Records contained in a dataset:

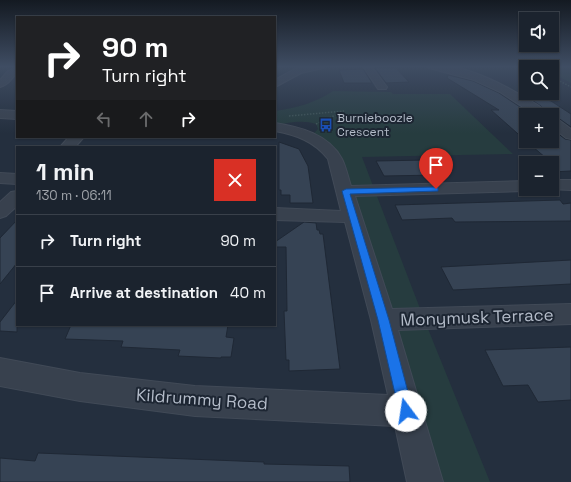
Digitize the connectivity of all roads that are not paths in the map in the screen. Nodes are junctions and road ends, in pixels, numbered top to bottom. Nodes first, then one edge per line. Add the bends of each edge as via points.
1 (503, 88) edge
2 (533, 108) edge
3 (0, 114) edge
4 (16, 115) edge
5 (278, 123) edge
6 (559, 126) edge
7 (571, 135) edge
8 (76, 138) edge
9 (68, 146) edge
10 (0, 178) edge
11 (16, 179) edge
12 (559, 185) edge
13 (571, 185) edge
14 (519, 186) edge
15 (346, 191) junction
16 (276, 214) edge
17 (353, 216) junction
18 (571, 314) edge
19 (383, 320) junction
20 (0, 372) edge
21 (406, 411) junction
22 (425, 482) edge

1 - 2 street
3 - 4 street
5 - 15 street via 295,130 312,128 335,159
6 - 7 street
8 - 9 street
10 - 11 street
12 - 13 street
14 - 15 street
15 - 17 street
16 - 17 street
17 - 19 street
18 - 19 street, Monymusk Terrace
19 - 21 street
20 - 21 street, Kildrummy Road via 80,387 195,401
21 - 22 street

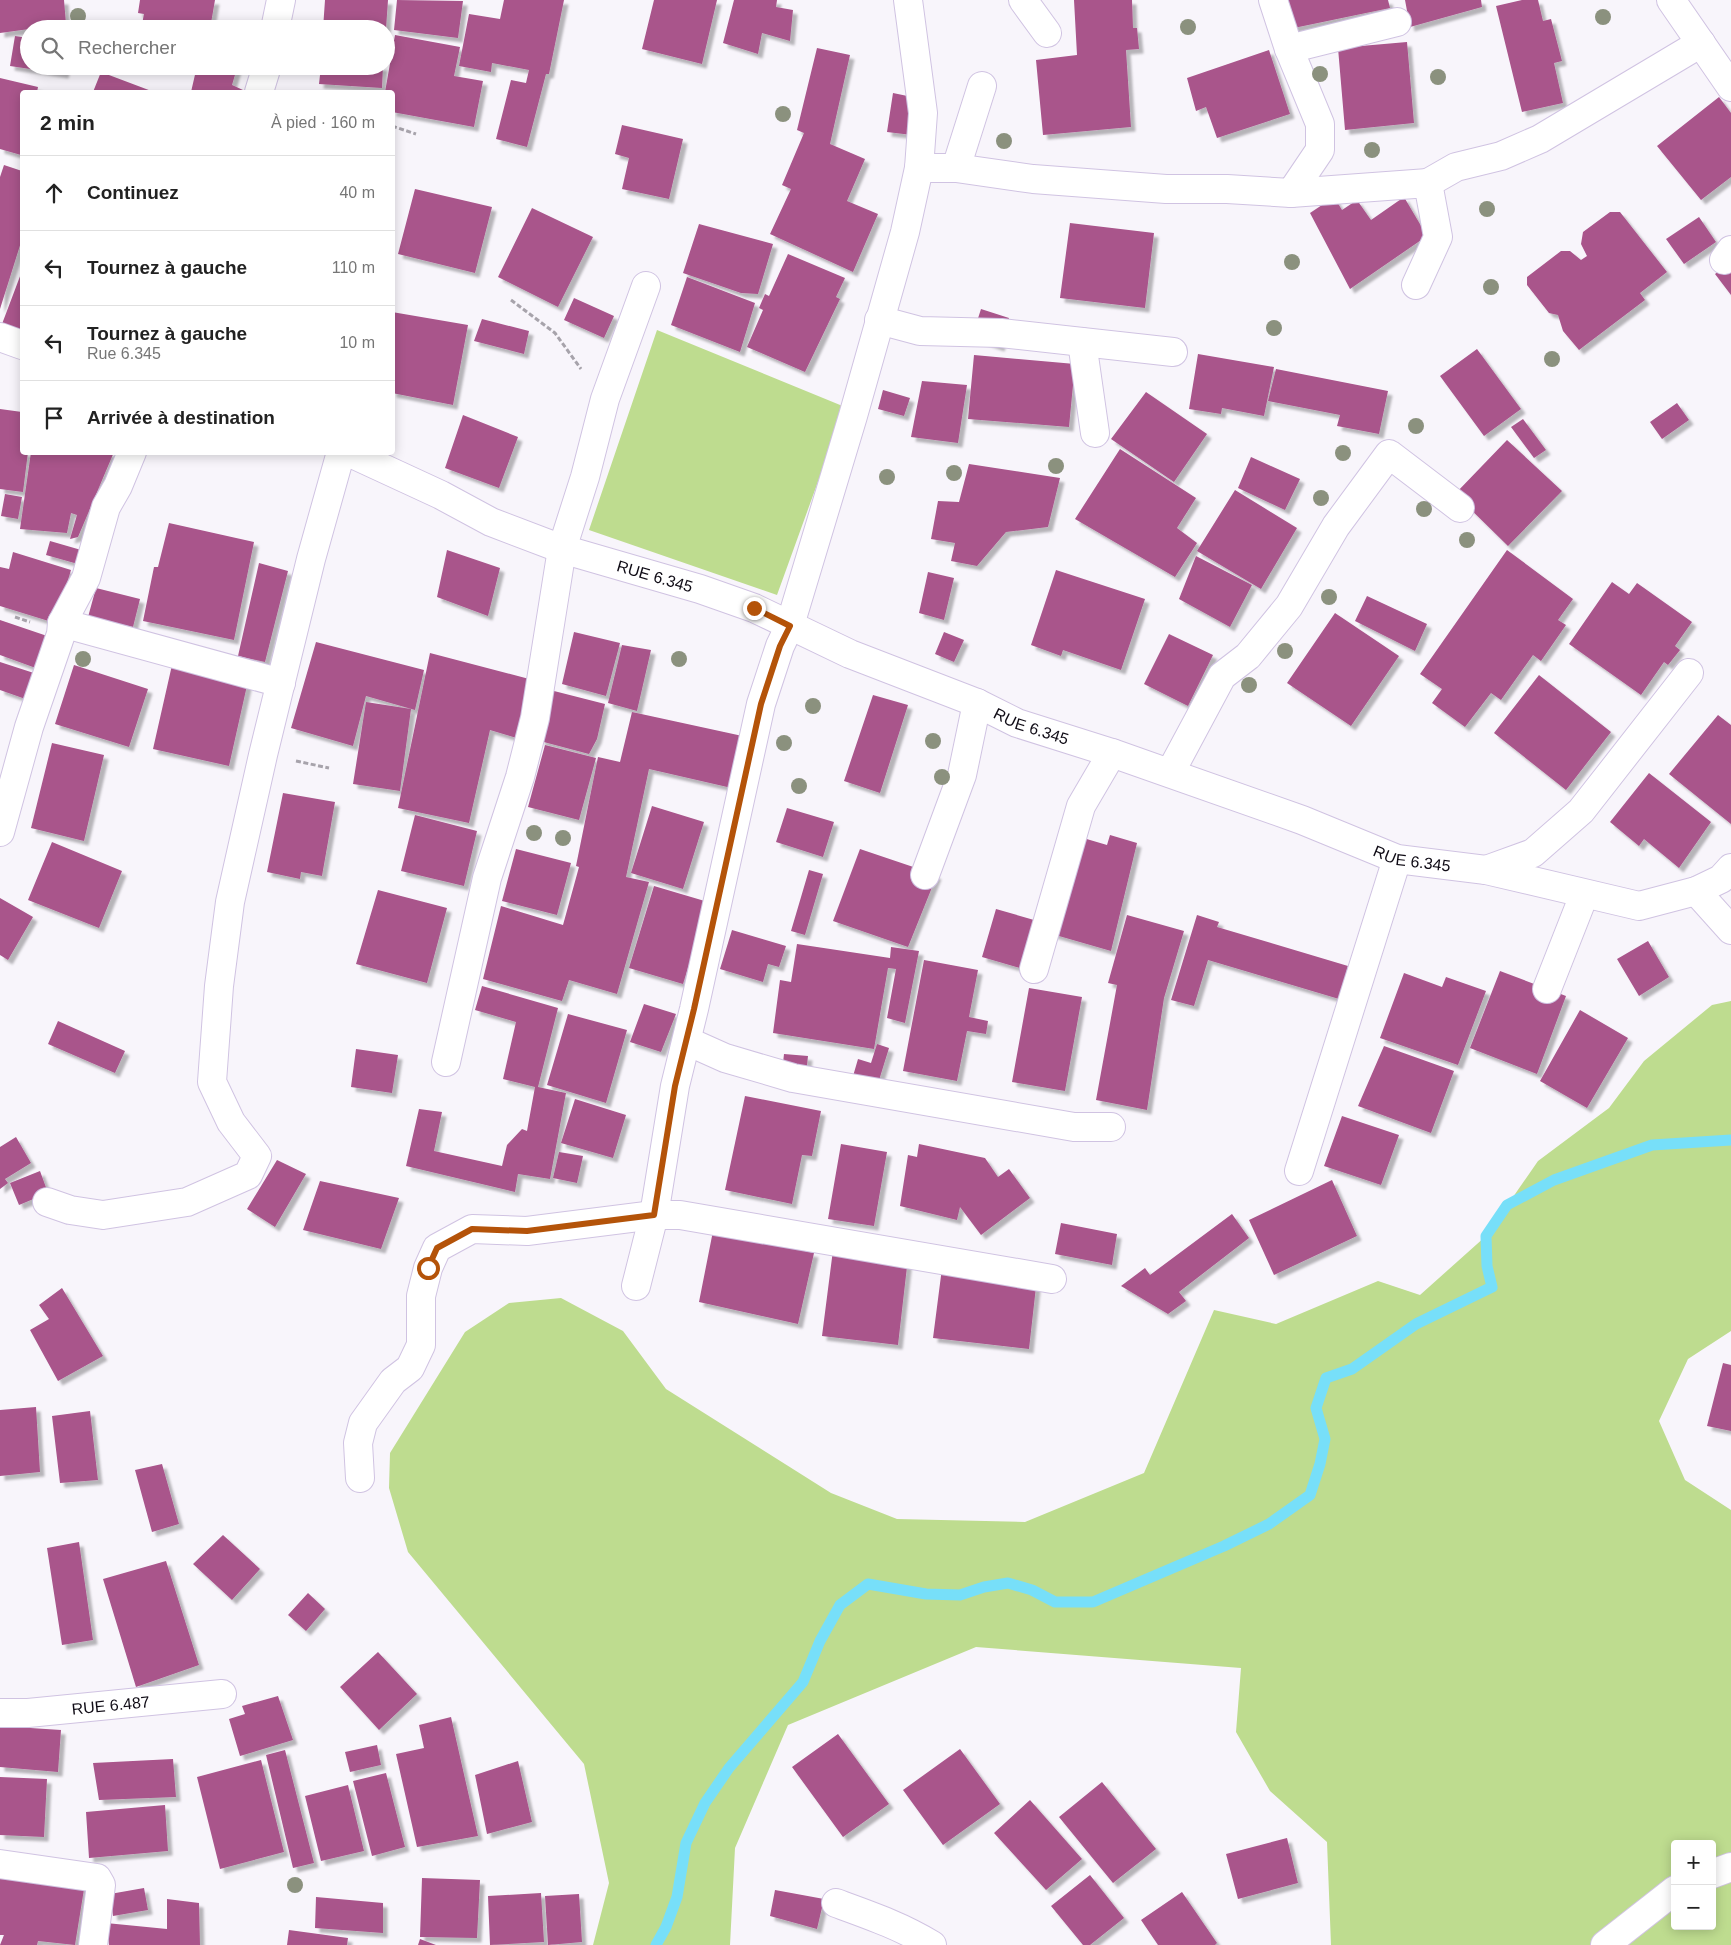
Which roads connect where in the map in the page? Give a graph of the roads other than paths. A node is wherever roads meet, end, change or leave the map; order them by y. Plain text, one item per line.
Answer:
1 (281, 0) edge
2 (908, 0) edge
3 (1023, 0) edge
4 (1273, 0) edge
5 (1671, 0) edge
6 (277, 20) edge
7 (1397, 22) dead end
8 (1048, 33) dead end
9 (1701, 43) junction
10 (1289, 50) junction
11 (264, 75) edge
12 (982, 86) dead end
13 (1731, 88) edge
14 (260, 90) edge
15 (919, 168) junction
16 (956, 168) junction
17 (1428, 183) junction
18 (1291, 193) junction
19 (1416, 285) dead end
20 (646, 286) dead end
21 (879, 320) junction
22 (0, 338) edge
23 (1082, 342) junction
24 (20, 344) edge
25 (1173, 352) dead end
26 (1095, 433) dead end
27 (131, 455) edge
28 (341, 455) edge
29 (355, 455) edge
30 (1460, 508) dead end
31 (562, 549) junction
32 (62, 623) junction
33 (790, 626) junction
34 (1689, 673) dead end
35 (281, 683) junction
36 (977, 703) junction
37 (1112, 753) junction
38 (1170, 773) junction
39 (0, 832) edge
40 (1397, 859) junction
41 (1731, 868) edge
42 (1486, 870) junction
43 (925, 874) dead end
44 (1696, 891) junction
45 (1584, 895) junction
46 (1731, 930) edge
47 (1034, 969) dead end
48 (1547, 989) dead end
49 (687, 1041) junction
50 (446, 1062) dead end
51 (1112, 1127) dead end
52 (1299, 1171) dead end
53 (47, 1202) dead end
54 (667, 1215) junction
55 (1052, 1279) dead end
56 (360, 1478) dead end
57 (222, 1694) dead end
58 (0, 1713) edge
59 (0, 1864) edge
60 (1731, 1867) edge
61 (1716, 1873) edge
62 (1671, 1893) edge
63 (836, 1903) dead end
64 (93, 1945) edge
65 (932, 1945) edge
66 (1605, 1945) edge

→ Problem
Drop the pictures; repeat each entry above exactly.

→ Solution below
Digitize the connectivity of all roads that are not paths in the map in the screen. Nodes are junctions and road ends, in pixels, numbered top to bottom. Nodes first, then one edge per line. Add the bends of each edge as via points.
1 (503, 88) edge
2 (533, 108) edge
3 (0, 114) edge
4 (16, 115) edge
5 (278, 123) edge
6 (559, 126) edge
7 (571, 135) edge
8 (76, 138) edge
9 (68, 146) edge
10 (0, 178) edge
11 (16, 179) edge
12 (559, 185) edge
13 (571, 185) edge
14 (519, 186) edge
15 (346, 191) junction
16 (276, 214) edge
17 (353, 216) junction
18 (571, 314) edge
19 (383, 320) junction
20 (0, 372) edge
21 (406, 411) junction
22 (425, 482) edge

1 - 2 street
3 - 4 street
5 - 15 street via 295,130 312,128 335,159
6 - 7 street
8 - 9 street
10 - 11 street
12 - 13 street
14 - 15 street
15 - 17 street
16 - 17 street
17 - 19 street
18 - 19 street, Monymusk Terrace
19 - 21 street
20 - 21 street, Kildrummy Road via 80,387 195,401
21 - 22 street

Which roads connect where in the map in the page? Give a graph of the roads other than paths. A node is wherever roads meet, end, change or leave the map; order them by y. Plain text, one item per line.
Answer:
1 (281, 0) edge
2 (908, 0) edge
3 (1023, 0) edge
4 (1273, 0) edge
5 (1671, 0) edge
6 (277, 20) edge
7 (1397, 22) dead end
8 (1048, 33) dead end
9 (1701, 43) junction
10 (1289, 50) junction
11 (264, 75) edge
12 (982, 86) dead end
13 (1731, 88) edge
14 (260, 90) edge
15 (919, 168) junction
16 (956, 168) junction
17 (1428, 183) junction
18 (1291, 193) junction
19 (1416, 285) dead end
20 (646, 286) dead end
21 (879, 320) junction
22 (0, 338) edge
23 (1082, 342) junction
24 (20, 344) edge
25 (1173, 352) dead end
26 (1095, 433) dead end
27 (131, 455) edge
28 (341, 455) edge
29 (355, 455) edge
30 (1460, 508) dead end
31 (562, 549) junction
32 (62, 623) junction
33 (790, 626) junction
34 (1689, 673) dead end
35 (281, 683) junction
36 (977, 703) junction
37 (1112, 753) junction
38 (1170, 773) junction
39 (0, 832) edge
40 (1397, 859) junction
41 (1731, 868) edge
42 (1486, 870) junction
43 (925, 874) dead end
44 (1696, 891) junction
45 (1584, 895) junction
46 (1731, 930) edge
47 (1034, 969) dead end
48 (1547, 989) dead end
49 (687, 1041) junction
50 (446, 1062) dead end
51 (1112, 1127) dead end
52 (1299, 1171) dead end
53 (47, 1202) dead end
54 (667, 1215) junction
55 (1052, 1279) dead end
56 (360, 1478) dead end
57 (222, 1694) dead end
58 (0, 1713) edge
59 (0, 1864) edge
60 (1731, 1867) edge
61 (1716, 1873) edge
62 (1671, 1893) edge
63 (836, 1903) dead end
64 (93, 1945) edge
65 (932, 1945) edge
66 (1605, 1945) edge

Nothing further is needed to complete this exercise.